- Input for this task
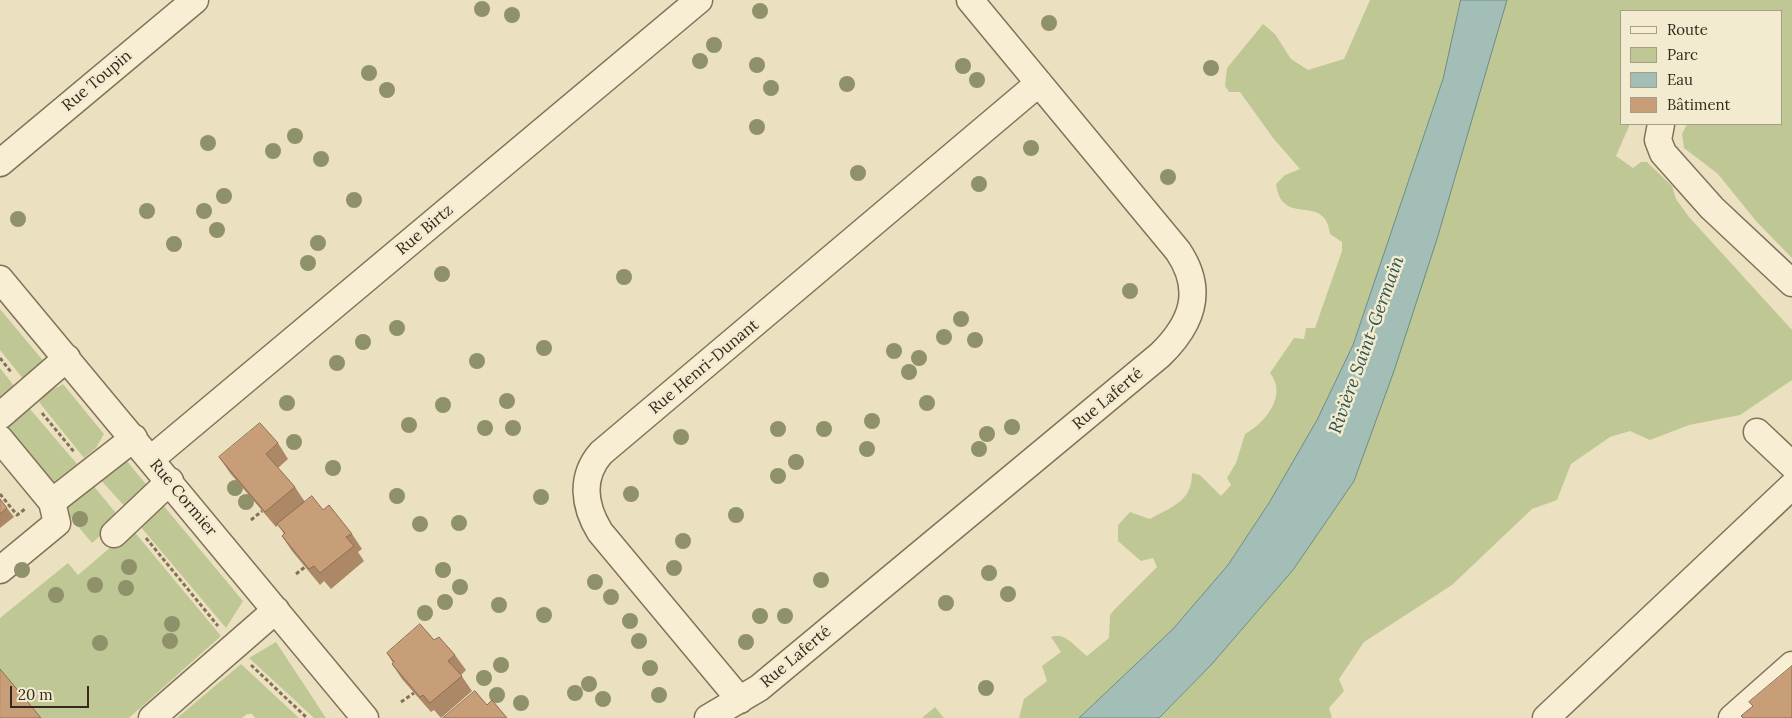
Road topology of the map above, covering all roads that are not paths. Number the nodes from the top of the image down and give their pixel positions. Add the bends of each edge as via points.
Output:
1 (195, 0) edge
2 (699, 0) edge
3 (970, 0) edge
4 (1039, 83) junction
5 (1661, 125) edge
6 (0, 163) edge
7 (0, 279) edge
8 (1792, 283) edge
9 (67, 358) junction
10 (0, 416) edge
11 (1757, 432) dead end
12 (134, 438) junction
13 (0, 439) edge
14 (151, 459) junction
15 (1792, 465) edge
16 (170, 482) junction
17 (1792, 486) edge
18 (52, 502) junction
19 (114, 534) dead end
20 (0, 570) edge
21 (276, 610) junction
22 (1792, 665) edge
23 (740, 700) junction
24 (152, 718) edge
25 (366, 718) edge
26 (708, 718) edge
27 (1546, 718) edge
28 (1732, 718) edge

1 - 6 street, Rue Toupin
2 - 14 street, Rue Birtz
3 - 4 street, Rue Laferté
4 - 23 street, Rue Henri-Dunant via 601,453 591,466 587,504 600,532
4 - 23 street, Rue Laferté via 1186,263 1192,277 1193,296 1183,328 1160,356 759,688
5 - 8 street via 1658,140 1663,153 1712,208
7 - 9 street, Rue Cormier
9 - 10 street
9 - 12 street, Rue Cormier
11 - 15 street
12 - 14 street, Rue Cormier
12 - 18 street
13 - 18 street
14 - 16 street, Rue Cormier
16 - 19 street
16 - 21 street, Rue Cormier
17 - 27 street
18 - 20 street via 57,523
21 - 24 street
21 - 25 street, Rue Cormier
22 - 28 street
23 - 26 street, Rue Laferté

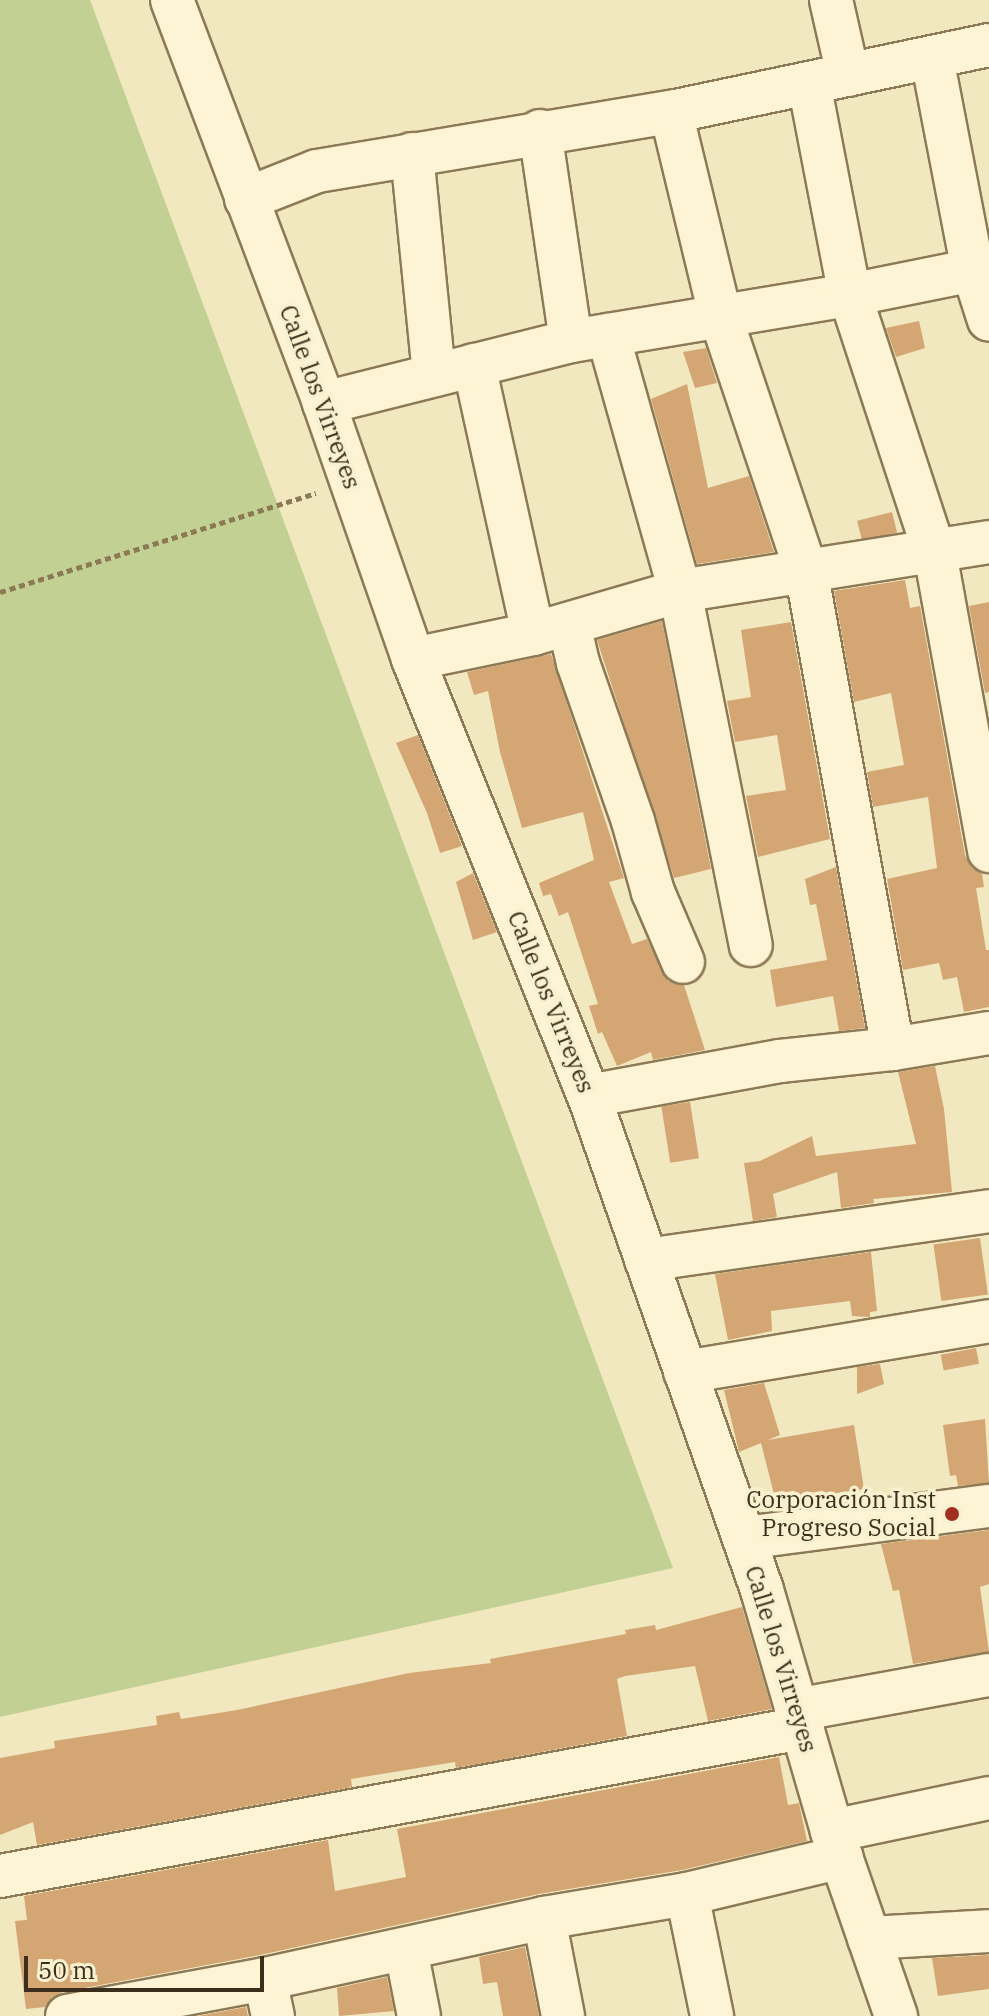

- Problem details
Find the lines above that include the string "junction" and copy them.

- Your solution
4 (1039, 83) junction
9 (67, 358) junction
12 (134, 438) junction
14 (151, 459) junction
16 (170, 482) junction
18 (52, 502) junction
21 (276, 610) junction
23 (740, 700) junction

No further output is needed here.